Shares in Gold Mining companies have diverged from the broader market...
DECOUPLING from the stock market is usually a good thing, writes Jordan Roy-Byrne for The Daily Gold.
In recent turbulent times, many have wondered if emerging markets would decouple or if gold stocks would decouple. It is surprising to see Gold Mining stocks decouple from a strong stock market. Many wondered if the sector would decouple from a weak market. Yet, the decoupling now could be positive long-term provided the decoupling continues and the stock market peaks just below the 2007-2008 highs.
Below we plot the S&P 500 and the HUI Gold Bugs Index. At the bottom we show the 100-day correlation between the two markets. Note that the correlation has been trending down since the end of 2010. The broad stock market (S&P 500) appears to be headed for a test of major resistance at 1500 while the large cap gold stocks just closed at a 52-week low.
Although large cap gold stocks have closed at a new low, the rest of the sector has not followed suit. The chart below shows GDXJ, the CDNX (Canadian venture exchange) and SIL (silver stocks ETF). While the HUI has closed at a new low, the other markets remain well above their December lows. The CDNX and SIL are showing a strong divergence since October.
Should most of the precious metals sector hold its December lows then it will be very encouraging for the sector even with the large caps breaking to new lows. One can recall 2007-2008 when the speculative side of the sector fell to new lows well ahead of the metals and the large cap gold stocks.

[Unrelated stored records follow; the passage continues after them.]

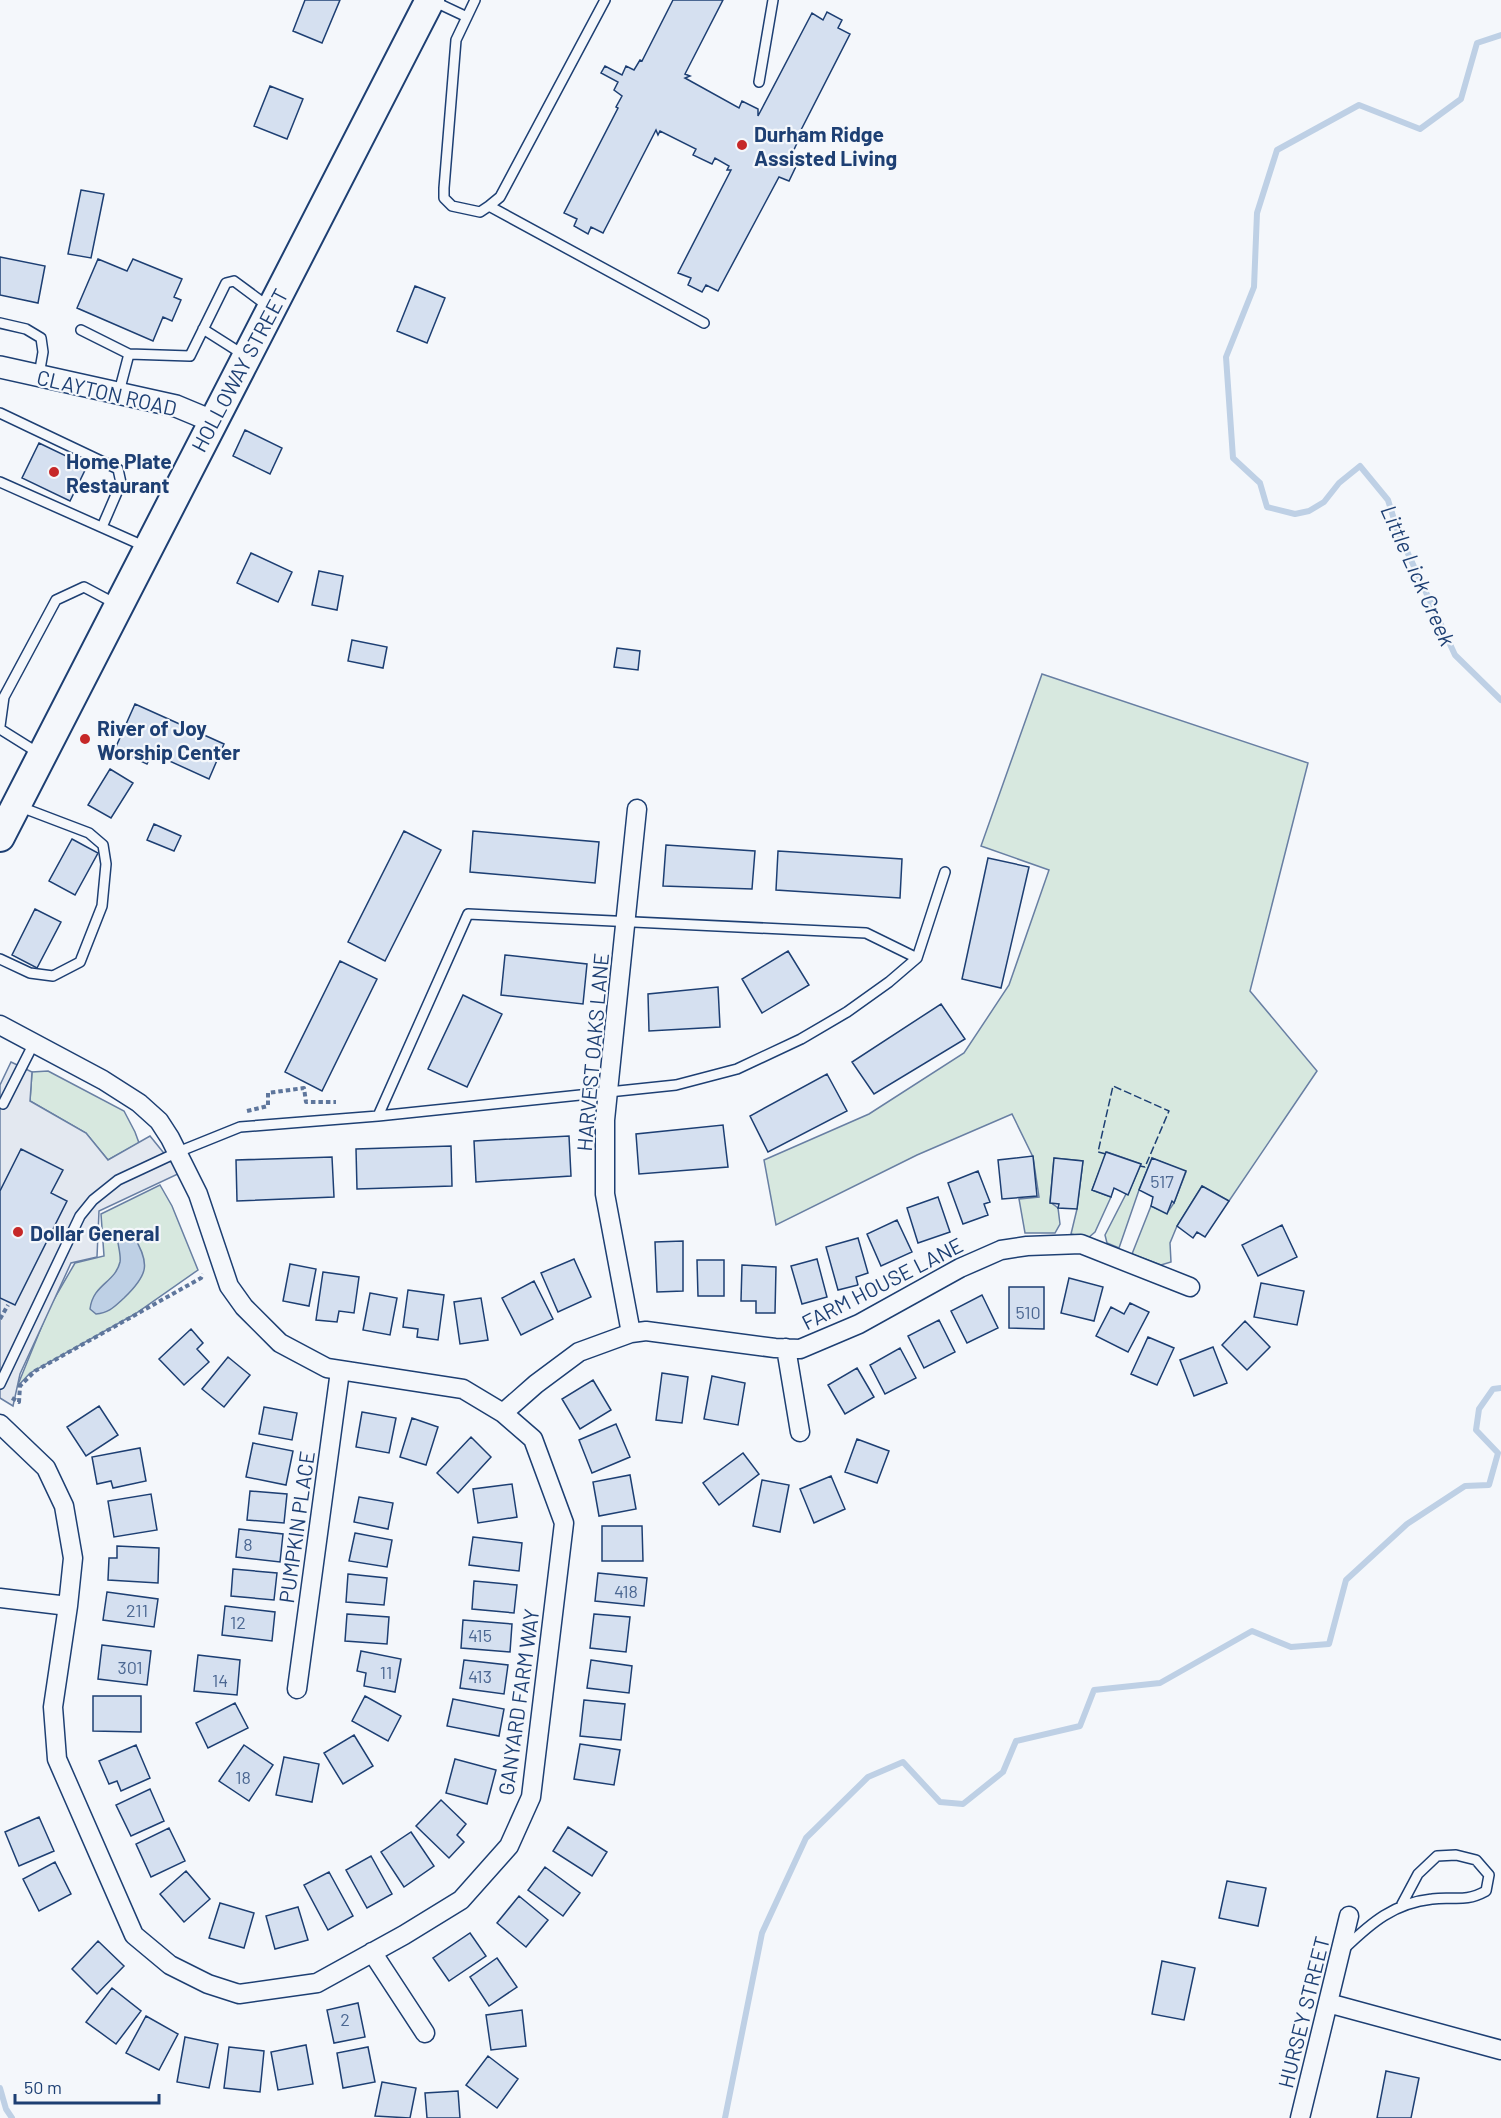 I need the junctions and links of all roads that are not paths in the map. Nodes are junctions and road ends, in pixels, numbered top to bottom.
1 (431, 0) edge
2 (476, 0) edge
3 (605, 0) edge
4 (774, 0) edge
5 (467, 17) junction
6 (759, 82) dead end
7 (489, 206) junction
8 (272, 308) junction
9 (0, 323) edge
10 (704, 323) dead end
11 (203, 329) junction
12 (81, 330) dead end
13 (129, 354) junction
14 (246, 356) junction
15 (2, 370) edge
16 (39, 375) junction
17 (119, 392) junction
18 (0, 412) edge
19 (212, 421) junction
20 (0, 482) edge
21 (102, 527) junction
22 (148, 548) junction
23 (119, 605) junction
24 (3, 690) edge
25 (0, 728) edge
26 (42, 755) junction
27 (16, 806) junction
28 (637, 809) dead end
29 (0, 837) edge
30 (945, 872) dead end
31 (626, 922) junction
32 (0, 958) edge
33 (917, 958) junction
34 (0, 1025) edge
35 (34, 1043) junction
36 (607, 1092) junction
37 (3, 1104) dead end
38 (378, 1116) junction
39 (178, 1152) junction
40 (1190, 1287) dead end
41 (631, 1333) junction
42 (786, 1348) junction
43 (340, 1371) junction
44 (0, 1384) edge
45 (503, 1413) junction
46 (0, 1425) edge
47 (800, 1432) dead end
48 (0, 1598) edge
49 (68, 1606) junction
50 (297, 1689) dead end
51 (1402, 1904) junction
52 (1349, 1916) dead end
53 (372, 1952) junction
54 (1341, 1952) junction
55 (1328, 2003) junction
56 (425, 2033) dead end
57 (1501, 2050) edge
58 (1300, 2118) edge

1 - 5 lane
1 - 8 highway, HOLLOWAY STREET
2 - 5 lane
3 - 7 lane
4 - 6 lane
5 - 7 lane
7 - 10 lane
8 - 11 lane
8 - 14 highway, HOLLOWAY STREET
9 - 16 lane
11 - 13 lane
11 - 14 lane
12 - 13 lane
13 - 17 lane
14 - 19 highway, HOLLOWAY STREET
15 - 16 street, CLAYTON ROAD
16 - 17 street, CLAYTON ROAD
17 - 19 street, CLAYTON ROAD
18 - 21 lane
19 - 22 highway, HOLLOWAY STREET
20 - 21 lane
21 - 22 lane
22 - 23 highway, HOLLOWAY STREET
23 - 24 lane
23 - 26 highway, HOLLOWAY STREET
24 - 25 lane
25 - 26 lane
26 - 27 highway, HOLLOWAY STREET
27 - 29 highway, HOLLOWAY STREET
27 - 32 lane
28 - 31 street, HARVEST OAKS LANE
30 - 33 lane
31 - 33 lane
31 - 36 street, HARVEST OAKS LANE
31 - 38 lane
33 - 36 lane
34 - 35 street, GANYARD FARM WAY
35 - 37 lane
35 - 39 street, GANYARD FARM WAY
36 - 38 lane
36 - 41 street, HARVEST OAKS LANE
38 - 39 lane
39 - 43 street, GANYARD FARM WAY
39 - 44 lane
40 - 42 street, FARM HOUSE LANE
41 - 42 street, FARM HOUSE LANE
41 - 45 street, FARM HOUSE LANE
42 - 47 street
43 - 45 street, GANYARD FARM WAY
43 - 50 street, PUMPKIN PLACE
45 - 53 street, GANYARD FARM WAY
46 - 49 street, GANYARD FARM WAY
48 - 49 street
49 - 53 street, GANYARD FARM WAY
51 - 51 lane
51 - 54 lane
52 - 54 street, HURSEY STREET
53 - 56 street
54 - 55 street, HURSEY STREET
55 - 57 street
55 - 58 street, HURSEY STREET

One should also keep the 1970s in mind. Large cap miners experienced significant gains at the start of the bull market but not at the end. Sure, the large caps performed well from 1974-1980 but it was the speculative side of the sector that captured the vast majority of the gains.

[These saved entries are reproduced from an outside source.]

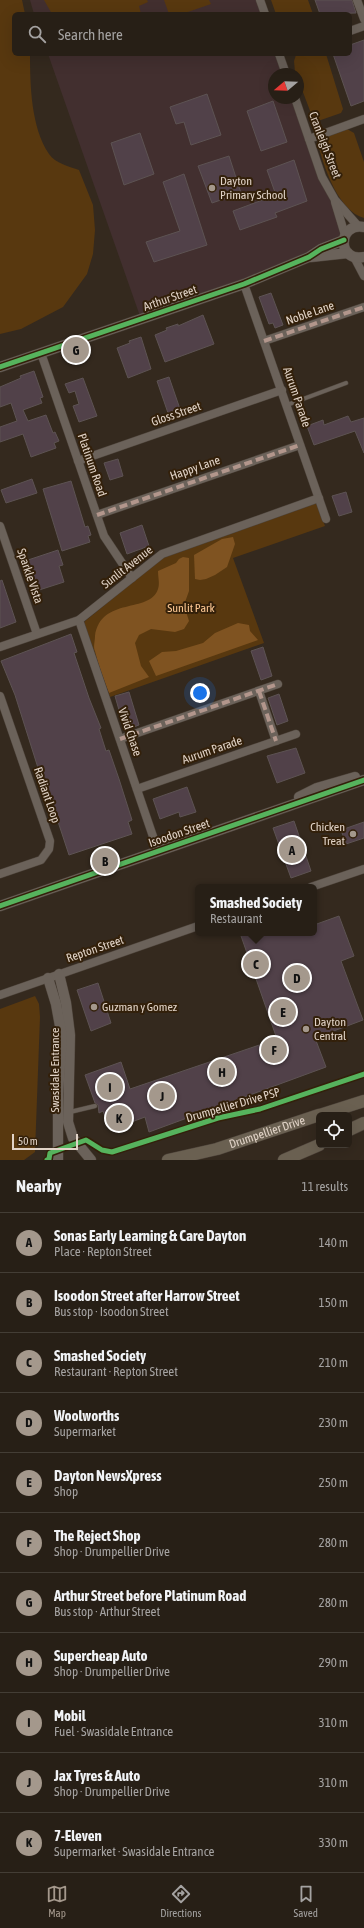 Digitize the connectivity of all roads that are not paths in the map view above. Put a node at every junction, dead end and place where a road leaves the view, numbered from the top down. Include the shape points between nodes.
1 (260, 0) edge
2 (357, 0) edge
3 (264, 12) edge
4 (364, 19) edge
5 (364, 26) edge
6 (352, 30) edge
7 (282, 56) edge
8 (285, 68) edge
9 (296, 104) edge
10 (364, 119) edge
11 (309, 139) junction
12 (334, 200) junction
13 (361, 227) edge
14 (344, 238) junction
15 (351, 255) junction
16 (309, 257) junction
17 (364, 257) edge
18 (364, 276) edge
19 (244, 284) junction
20 (364, 307) edge
21 (264, 341) junction
22 (41, 353) junction
23 (0, 368) edge
24 (346, 383) dead end
25 (282, 390) junction
26 (286, 405) junction
27 (300, 445) junction
28 (78, 461) junction
29 (319, 498) junction
30 (97, 515) junction
31 (326, 519) dead end
32 (0, 526) edge
33 (132, 578) junction
34 (79, 620) junction
35 (37, 634) junction
36 (0, 647) edge
37 (278, 684) dead end
38 (259, 691) junction
39 (0, 696) edge
40 (296, 734) dead end
41 (120, 739) junction
42 (276, 741) junction
43 (364, 773) edge
44 (364, 780) edge
45 (137, 789) junction
46 (258, 818) junction
47 (158, 851) junction
48 (364, 869) edge
49 (0, 874) edge
50 (317, 885) edge
51 (0, 906) edge
52 (195, 927) edge
53 (59, 974) junction
54 (48, 978) junction
55 (0, 995) edge
56 (364, 1101) edge
57 (95, 1106) dead end
58 (68, 1112) junction
59 (329, 1112) edge
60 (316, 1116) edge
61 (364, 1123) edge
62 (352, 1129) edge
63 (316, 1146) edge
64 (58, 1160) edge
65 (91, 1160) edge
66 (168, 1160) edge
67 (284, 1160) edge

1 - 3 street
2 - 4 street
5 - 6 street
7 - 8 street
9 - 11 street, Cranleigh Street
10 - 11 street
11 - 12 street, Cranleigh Street via 322,177
12 - 13 street, Cranleigh Street
12 - 14 street, Cranleigh Street
13 - 14 street, Arthur Street via 352,228
14 - 15 street via 344,247
14 - 16 street, Arthur Street
15 - 16 street, Arthur Street
15 - 17 street, Arthur Street
15 - 18 street
16 - 19 street, Arthur Street
19 - 21 street, Aurum Parade
19 - 22 street, Arthur Street
20 - 21 street, Noble Lane
21 - 25 street, Aurum Parade
22 - 23 street, Arthur Street
22 - 28 street, Platinum Road
24 - 26 lane
25 - 26 street, Aurum Parade
25 - 28 street, Gloss Street
26 - 27 street, Aurum Parade
27 - 29 street, Aurum Parade
27 - 30 street, Happy Lane
28 - 30 street, Platinum Road
29 - 31 street, Aurum Parade
29 - 33 street, Sunlit Avenue via 170,550
30 - 33 street, Platinum Road via 108,544
32 - 35 street, Sparkle Vista
33 - 34 street, Sunlit Avenue
34 - 35 street, Sunlit Avenue
34 - 41 street, Vivid Chase
35 - 36 street, Sunlit Avenue
37 - 38 street
38 - 41 street
38 - 42 street
39 - 49 street, Radiant Loop via 50,841 49,849 41,860
40 - 42 street, Aurum Parade
41 - 45 street, Vivid Chase
42 - 45 street, Aurum Parade
43 - 46 street, Isoodon Street via 317,788
44 - 46 street, Isoodon Street
45 - 47 street, Vivid Chase
46 - 47 street, Isoodon Street
47 - 51 street, Isoodon Street
48 - 50 street
52 - 53 street, Repton Street
53 - 54 street, Repton Street
53 - 58 street, Swasidale Entrance via 70,1035
54 - 55 street, Repton Street
54 - 64 street, Swasidale Entrance via 62,1037 58,1095
56 - 59 main road, Drumpellier Drive
57 - 58 lane
58 - 65 street, Swasidale Entrance via 73,1138
60 - 66 main road, Drumpellier Drive via 217,1149
61 - 62 main road
63 - 67 main road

Presently, the precious metals sector has underperformed badly as the stock market has continued to move higher. It is highly unlikely the S&P 500 is going to make new highs. In fact, in two of the previous three secular bear markets, the market in the second half of the bear rallied to within 5% of the all-time high before falling back into a mild 4-5 year bear market. This happened in 1909 and 1976. Profit margins, the most mean-reverting statistic in finance, are already at record highs. Higher interest rates and higher inflation will cut into profit margins.